ASSIGNED TASK: Search the entries below. Return every line that has "this" in it.
DATA FOR ANALYSIS: Begin
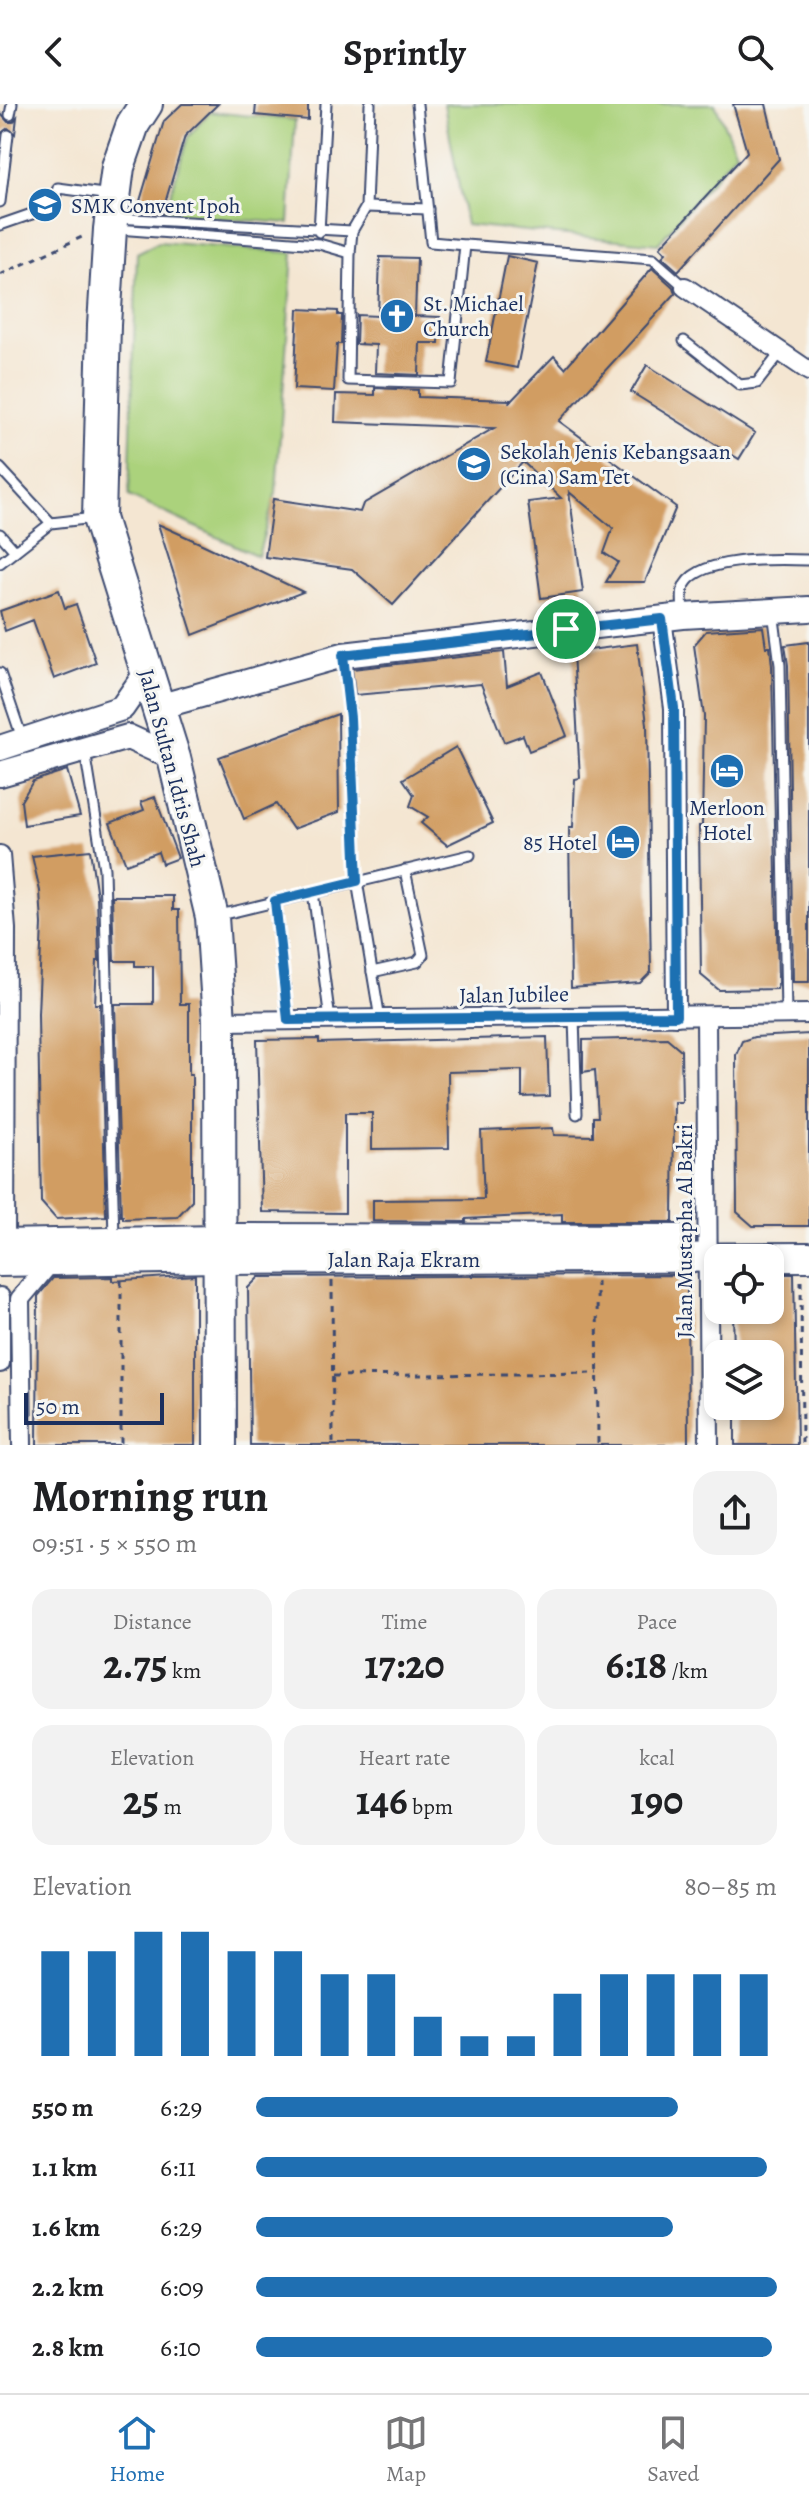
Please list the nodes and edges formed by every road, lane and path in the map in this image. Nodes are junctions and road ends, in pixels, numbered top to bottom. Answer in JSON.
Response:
DATA FOR ANALYSIS: End
DATA FOR ANALYSIS: Begin
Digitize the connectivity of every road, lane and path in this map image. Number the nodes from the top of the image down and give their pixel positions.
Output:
DATA FOR ANALYSIS: End
DATA FOR ANALYSIS: Begin
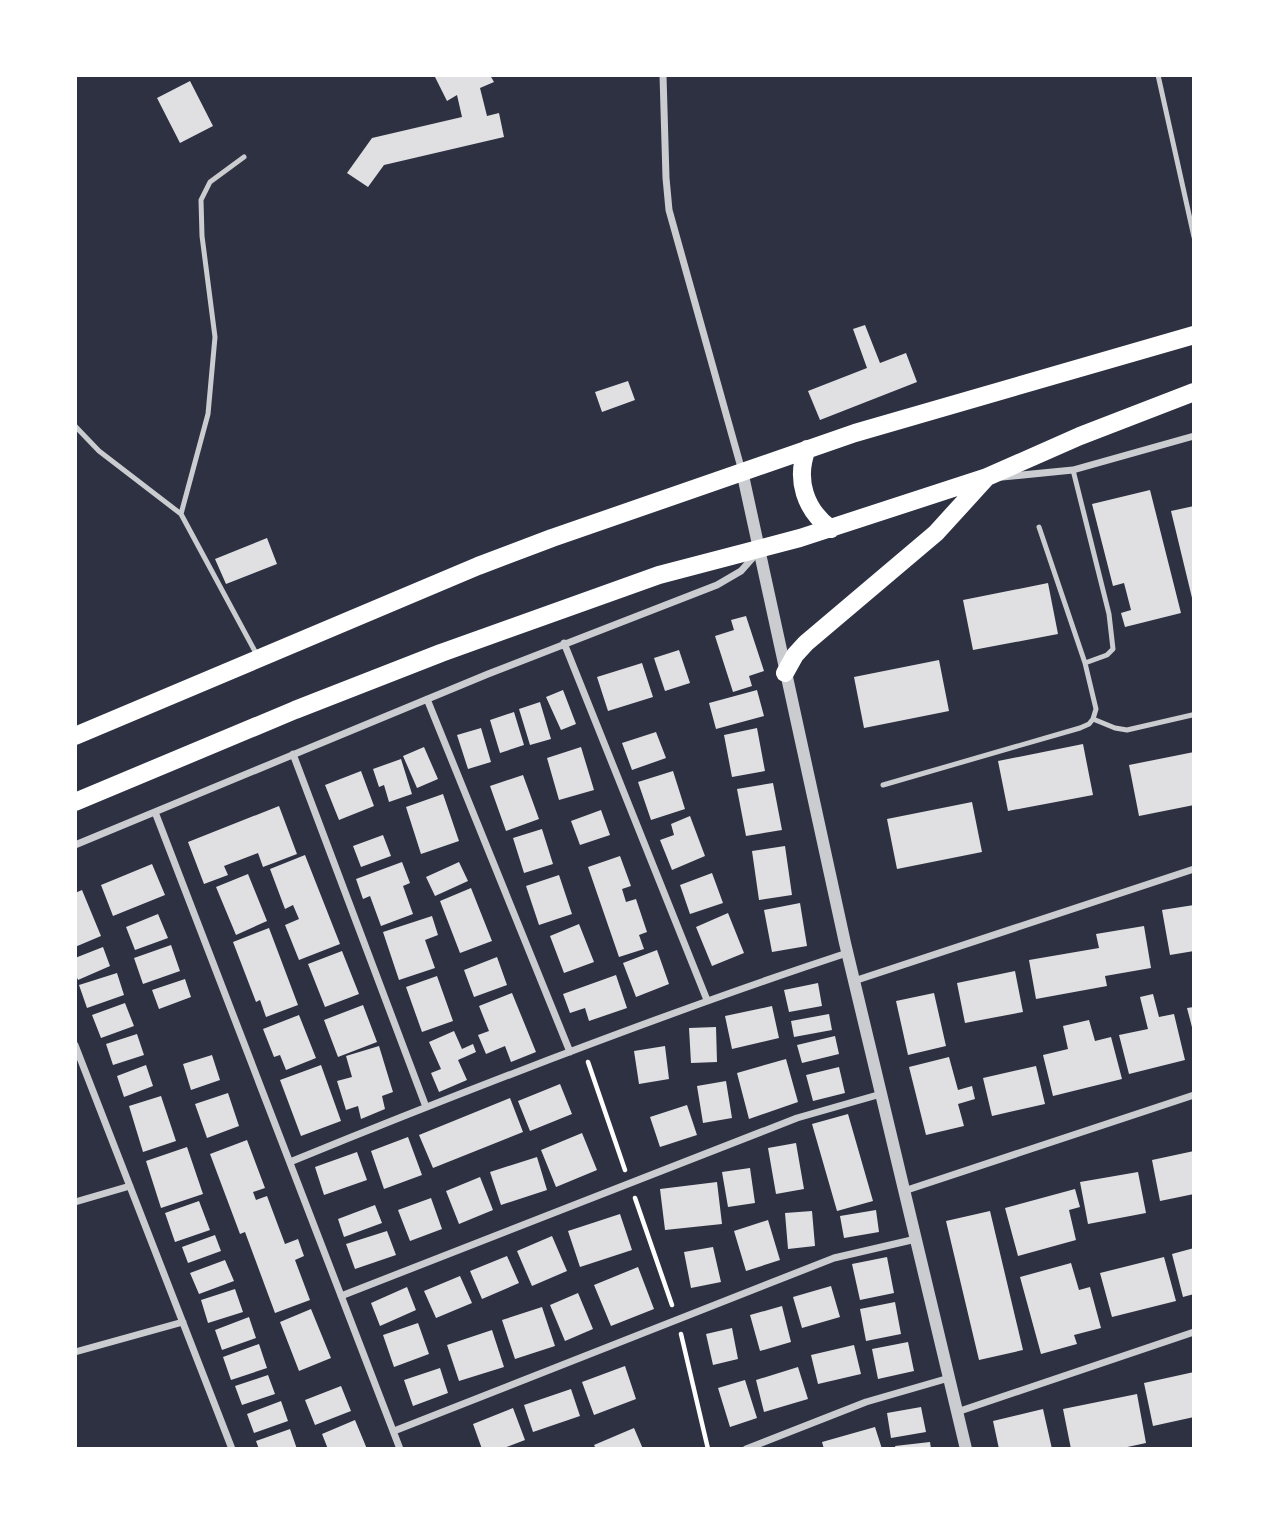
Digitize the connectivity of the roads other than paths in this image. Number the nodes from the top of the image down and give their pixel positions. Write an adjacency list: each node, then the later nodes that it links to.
DATA FOR ANALYSIS: End
RESPONSE BOX:
Please list the nodes and edges formed by every road, lane and path in the map in this image. Nodes are junctions and road ends, in pixels, numbered top to bottom. Answer in JSON.
Digitize the connectivity of every road, lane and path in this map image. Number the nodes from the top of the image down and give their pixel positions.
Digitize the connectivity of the roads other than paths in this image. Number the nodes from the top of the image down and give their pixel positions. Write an adjacency list: each node, then the later nodes that it links to.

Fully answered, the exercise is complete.